The Murmur of the Thinking Reed: Blaise Pascal and Leo Tolstoy. Parallels (To the 400th anniversary of the birth of Blaise Pascal)
Abstract
Although the article was written for the four hundredth anniversary of the birth of Blaise Pascal, it also tells about the Russian genius Leo Tolstoy. In his old age, Tolstoy promoted Pascal. The author, imitating Plutarch, offers a parallel biography. He recalls that the era of France, when Pascal lived, was an era of incredible mental stress, the era of Descartes, Gassendi, Racine, Corneille, Moliere, Fermat, La Rochefoucauld, the religious disputes of the Jansenists with the Jesuits. Pascal, very sick and very religious, participated in this dispute on the side of the Jansenists, communicated with Descartes, corresponded with the great mathematician Fermat and was himself an outstanding mathematician.
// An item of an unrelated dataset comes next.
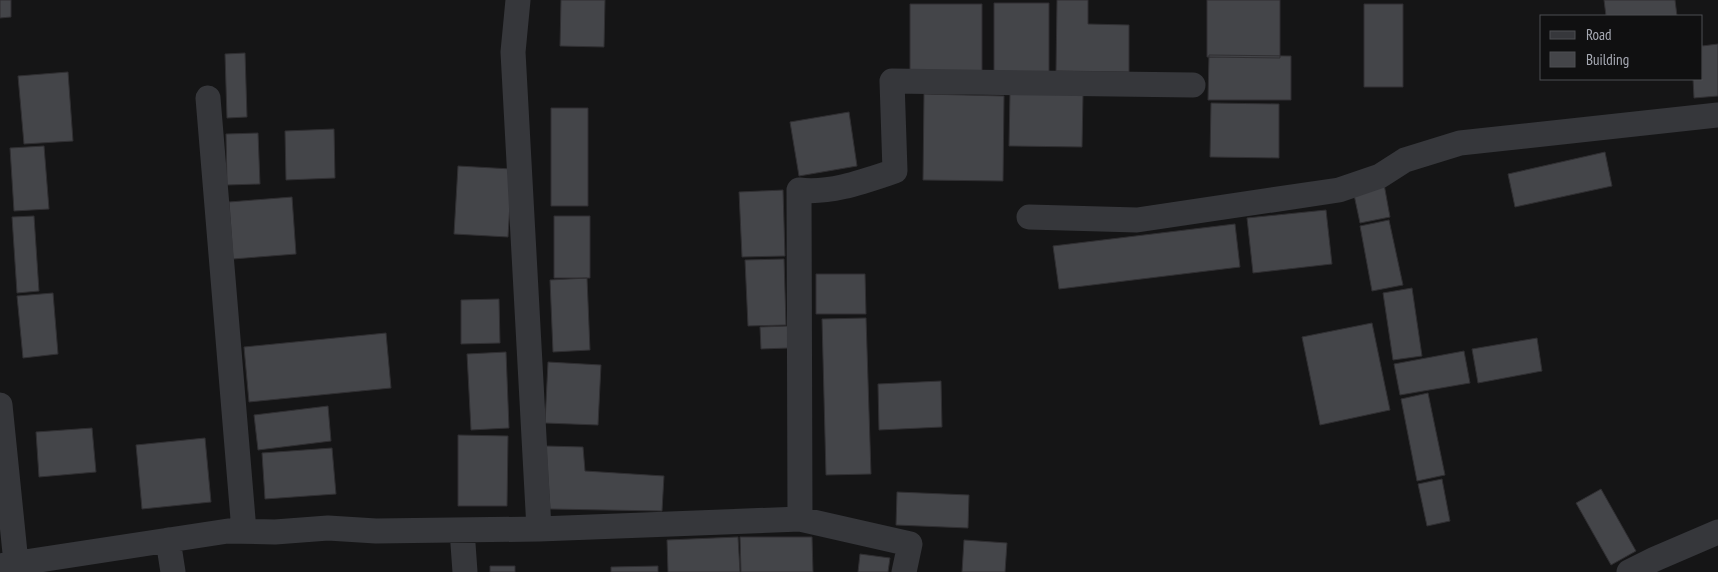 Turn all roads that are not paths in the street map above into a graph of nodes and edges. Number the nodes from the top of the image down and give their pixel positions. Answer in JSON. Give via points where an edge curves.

After his death (at the age of 39), notes from his unfinished manuscript entitled “Thoughts” were published in one book, which immediately became an event of European philosophy. There he gave the image of a spiritual person as a thinking reed. In Russia, Pascal was recognized only in the 19th century. One of the first to respond to his work was the great poet Tyutchev, who wrote that the “thinking reed” grumbles. However, it was Tolstoy who grumbled in life. He did not want to die, and was horrified at the thought that he was doomed, too. He did not accept the state, the church, world art (Raphael's Madonna and Shakespeare's tragedies), denied the need for an army. And it turned out to please the Bolsheviks. And Pascal was left alone, outside the parties, a thinking reed.